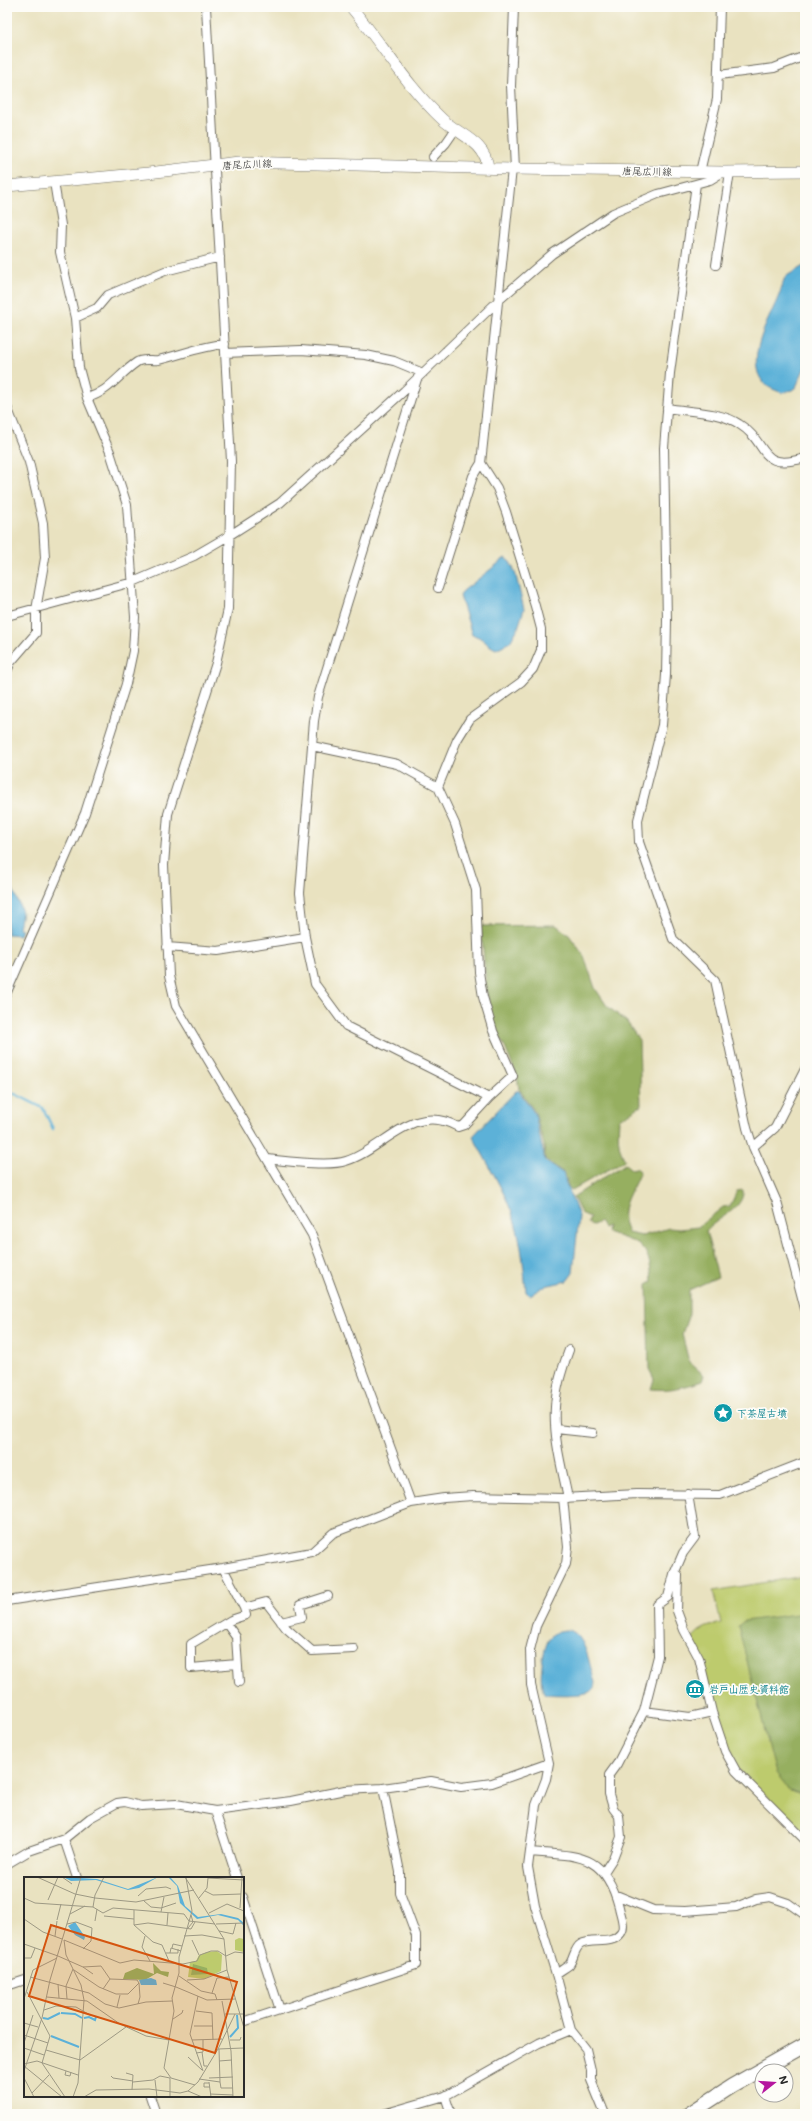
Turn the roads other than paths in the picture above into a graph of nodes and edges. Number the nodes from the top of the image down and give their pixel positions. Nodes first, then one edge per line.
1 (206, 7) edge
2 (351, 7) edge
3 (514, 7) edge
4 (720, 7) edge
5 (805, 56) edge
6 (719, 75) junction
7 (455, 130) junction
8 (433, 157) dead end
9 (215, 166) junction
10 (488, 168) junction
11 (513, 170) junction
12 (805, 171) edge
13 (700, 172) junction
14 (726, 172) junction
15 (54, 182) junction
16 (696, 184) junction
17 (7, 186) edge
18 (220, 257) junction
19 (716, 265) dead end
20 (498, 301) junction
21 (75, 318) junction
22 (225, 349) junction
23 (420, 375) junction
24 (87, 398) junction
25 (7, 406) edge
26 (667, 408) junction
27 (805, 458) edge
28 (481, 463) junction
29 (230, 535) junction
30 (133, 582) junction
31 (438, 588) dead end
32 (36, 610) junction
33 (7, 616) edge
34 (7, 670) edge
35 (312, 746) junction
36 (438, 787) junction
37 (305, 937) junction
38 (167, 947) junction
39 (7, 992) edge
40 (805, 1068) edge
41 (490, 1098) junction
42 (753, 1147) junction
43 (267, 1159) junction
44 (805, 1309) edge
45 (569, 1350) dead end
46 (556, 1429) junction
47 (593, 1433) dead end
48 (805, 1462) edge
49 (688, 1494) junction
50 (565, 1498) junction
51 (411, 1504) junction
52 (678, 1566) junction
53 (223, 1568) junction
54 (328, 1596) dead end
55 (7, 1601) edge
56 (244, 1608) junction
57 (281, 1622) junction
58 (226, 1623) junction
59 (354, 1649) dead end
60 (237, 1664) junction
61 (239, 1682) dead end
62 (644, 1711) junction
63 (712, 1712) junction
64 (549, 1763) junction
65 (383, 1788) junction
66 (215, 1811) junction
67 (64, 1839) junction
68 (805, 1840) edge
69 (531, 1852) junction
70 (7, 1864) edge
71 (604, 1872) junction
72 (77, 1877) edge
73 (237, 1877) edge
74 (616, 1895) junction
75 (244, 1900) edge
76 (805, 1914) edge
77 (556, 1974) junction
78 (24, 1980) edge
79 (7, 1986) edge
80 (280, 2010) junction
81 (244, 2022) edge
82 (572, 2030) junction
83 (805, 2045) edge
84 (445, 2096) junction
85 (150, 2097) edge
86 (156, 2114) edge
87 (383, 2114) edge
88 (451, 2114) edge
89 (605, 2114) edge
90 (689, 2114) edge

1 - 9 street
2 - 7 main road
3 - 11 street
4 - 6 street
5 - 6 street
6 - 13 street
7 - 8 street
7 - 10 main road
9 - 10 main road, 唐尾広川線
9 - 15 main road, 唐尾広川線
9 - 18 street
10 - 11 main road, 唐尾広川線
11 - 13 main road, 唐尾広川線
11 - 20 street
12 - 14 main road, 唐尾広川線
13 - 14 main road, 唐尾広川線
14 - 16 street
14 - 19 street
15 - 17 main road, 唐尾広川線
15 - 21 street
16 - 20 street
16 - 26 street
18 - 21 street
18 - 22 street
20 - 23 street
20 - 28 street
21 - 24 street
22 - 23 street
22 - 24 street
22 - 29 street
23 - 29 street
23 - 35 street
24 - 30 street
25 - 32 street
26 - 27 street
26 - 42 street
28 - 31 street
28 - 36 street
29 - 30 street
29 - 38 street
30 - 32 street
30 - 39 street
32 - 33 street
32 - 34 street
35 - 36 street
35 - 37 street
36 - 41 street
37 - 38 street
37 - 41 street
38 - 43 street
40 - 42 street
41 - 43 street
42 - 44 street
43 - 51 street
45 - 46 street
46 - 47 street
46 - 50 street
48 - 49 street
49 - 50 street
49 - 52 street
50 - 51 street
50 - 64 street
51 - 53 street
52 - 62 street
52 - 63 street
53 - 55 street
53 - 56 street
54 - 57 street
56 - 57 street
56 - 58 street
57 - 59 street
58 - 60 street
58 - 60 street
60 - 61 street
62 - 63 street
62 - 71 street
63 - 68 street
64 - 65 street
64 - 69 street
65 - 66 street
65 - 80 street
66 - 67 street
66 - 73 street
67 - 70 street
67 - 72 street
69 - 71 street
69 - 77 street
71 - 74 street
74 - 76 street
74 - 77 street
75 - 80 street
77 - 82 street
78 - 79 street
80 - 81 street
82 - 84 street
82 - 89 street
83 - 90 highway
84 - 87 street
84 - 88 street
85 - 86 street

______

Gather up the lines containing the word "dead" from these records and copy them.

8 (433, 157) dead end
19 (716, 265) dead end
31 (438, 588) dead end
45 (569, 1350) dead end
47 (593, 1433) dead end
54 (328, 1596) dead end
59 (354, 1649) dead end
61 (239, 1682) dead end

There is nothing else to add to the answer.